The other idea is the desire for popular sovereignty, for the people to elect judges. The idea of electing judges came about, starting in the mid-ninteenth century, as a populist theme, sounding a bit like Newt Gingrich -- we can’t have all these appointed judges telling us what to do, we want to elect them.

Minnesota made a provision for elections but with some restrictions on the nature of the election, in particular, the “announce clause” which forbid candidates for judgeships from announcing their views on issues that might come before the courts when they’re up for election. That idea and similar ones in many other states, is a way of trying to satisfy both urges, both ideas. Separation of the judgeships from ordinary politics -- if you have an election, it’s a restricted election.

Along comes the Supreme Court of the United States a century later saying, "No, no, no, if you have an election it must be exactly the same as if you elect a senator or a mayor or a president." Why does it have to be exactly the same? Where does it say that in the Constitution? I just don’t get it.

What’s amazing about the decision is the fact that every time a Supreme Court nominee sits before the Senate Judiciary Committee they routinely refuse to answer questions about how they might rule on a potential issue.

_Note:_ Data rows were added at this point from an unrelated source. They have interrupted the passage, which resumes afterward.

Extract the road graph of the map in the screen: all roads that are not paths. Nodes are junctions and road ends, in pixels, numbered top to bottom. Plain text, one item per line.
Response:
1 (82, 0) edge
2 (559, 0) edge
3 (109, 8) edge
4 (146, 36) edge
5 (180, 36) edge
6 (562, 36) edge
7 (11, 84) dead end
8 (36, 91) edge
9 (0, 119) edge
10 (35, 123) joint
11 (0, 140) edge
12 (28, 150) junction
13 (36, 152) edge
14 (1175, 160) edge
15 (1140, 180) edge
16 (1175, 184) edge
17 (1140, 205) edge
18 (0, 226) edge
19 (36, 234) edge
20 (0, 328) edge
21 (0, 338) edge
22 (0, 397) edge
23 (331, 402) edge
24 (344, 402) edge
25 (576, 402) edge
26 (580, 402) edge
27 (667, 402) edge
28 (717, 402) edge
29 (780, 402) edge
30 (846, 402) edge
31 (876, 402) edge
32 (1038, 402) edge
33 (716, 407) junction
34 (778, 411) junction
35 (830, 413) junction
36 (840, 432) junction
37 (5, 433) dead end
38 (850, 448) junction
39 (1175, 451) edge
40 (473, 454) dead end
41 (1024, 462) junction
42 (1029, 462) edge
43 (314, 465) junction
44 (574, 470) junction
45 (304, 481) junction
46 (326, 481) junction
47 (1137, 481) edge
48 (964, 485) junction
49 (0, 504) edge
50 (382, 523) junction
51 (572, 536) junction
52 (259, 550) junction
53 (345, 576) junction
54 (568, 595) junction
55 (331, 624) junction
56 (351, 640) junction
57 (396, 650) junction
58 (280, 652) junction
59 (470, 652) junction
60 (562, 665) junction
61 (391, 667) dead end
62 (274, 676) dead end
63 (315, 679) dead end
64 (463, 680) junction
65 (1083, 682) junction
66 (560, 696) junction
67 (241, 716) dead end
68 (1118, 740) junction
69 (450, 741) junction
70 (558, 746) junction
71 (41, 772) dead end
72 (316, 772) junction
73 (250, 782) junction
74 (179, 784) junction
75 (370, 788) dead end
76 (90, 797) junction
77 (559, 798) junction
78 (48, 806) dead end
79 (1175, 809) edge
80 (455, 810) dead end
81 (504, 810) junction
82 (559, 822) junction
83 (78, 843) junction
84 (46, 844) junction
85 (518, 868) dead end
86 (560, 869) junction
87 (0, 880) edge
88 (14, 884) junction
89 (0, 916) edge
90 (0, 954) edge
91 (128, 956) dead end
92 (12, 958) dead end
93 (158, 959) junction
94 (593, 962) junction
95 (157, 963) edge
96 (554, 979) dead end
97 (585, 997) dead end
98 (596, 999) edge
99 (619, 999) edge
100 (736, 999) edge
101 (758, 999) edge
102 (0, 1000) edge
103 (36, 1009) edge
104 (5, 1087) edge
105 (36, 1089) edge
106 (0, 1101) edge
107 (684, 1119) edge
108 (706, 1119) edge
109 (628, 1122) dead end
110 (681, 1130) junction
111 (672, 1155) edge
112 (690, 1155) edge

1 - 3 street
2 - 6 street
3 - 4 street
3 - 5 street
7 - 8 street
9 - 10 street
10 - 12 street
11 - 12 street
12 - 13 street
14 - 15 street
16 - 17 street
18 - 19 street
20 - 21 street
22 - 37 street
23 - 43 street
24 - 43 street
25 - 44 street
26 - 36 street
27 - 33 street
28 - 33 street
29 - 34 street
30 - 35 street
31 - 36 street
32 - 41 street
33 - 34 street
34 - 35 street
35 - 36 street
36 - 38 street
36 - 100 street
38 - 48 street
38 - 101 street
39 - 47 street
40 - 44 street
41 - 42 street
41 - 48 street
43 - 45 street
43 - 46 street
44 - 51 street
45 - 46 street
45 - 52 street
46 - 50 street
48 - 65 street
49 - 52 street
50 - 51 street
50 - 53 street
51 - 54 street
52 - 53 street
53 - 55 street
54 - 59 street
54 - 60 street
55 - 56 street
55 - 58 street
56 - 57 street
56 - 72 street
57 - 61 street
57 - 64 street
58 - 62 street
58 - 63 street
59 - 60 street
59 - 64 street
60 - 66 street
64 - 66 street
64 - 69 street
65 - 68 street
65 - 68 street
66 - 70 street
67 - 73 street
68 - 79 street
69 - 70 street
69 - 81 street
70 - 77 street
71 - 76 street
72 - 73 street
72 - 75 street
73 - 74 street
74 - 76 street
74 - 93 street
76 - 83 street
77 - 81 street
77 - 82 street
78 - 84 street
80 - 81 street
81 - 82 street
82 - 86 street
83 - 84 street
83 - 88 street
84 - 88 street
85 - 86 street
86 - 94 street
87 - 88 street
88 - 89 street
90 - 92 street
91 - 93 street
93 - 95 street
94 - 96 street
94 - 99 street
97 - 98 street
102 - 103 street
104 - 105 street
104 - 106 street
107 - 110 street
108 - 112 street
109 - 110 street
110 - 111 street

(Laughs) Yes, that’s right. They bob and weave and don’t answer the question. And the result is, at that level in our politic, we have come to a completely ludicrous view of Supreme Court appointments in which the people go there and solemnly swear that they have no ideas, and that they’ve never had a thought about anything. And they promise to be very good and do practically nothing, and they certainly would never be activist, and they would always simply interpret the law laid down by Congress.  It’s a joke, but that’s the way it is.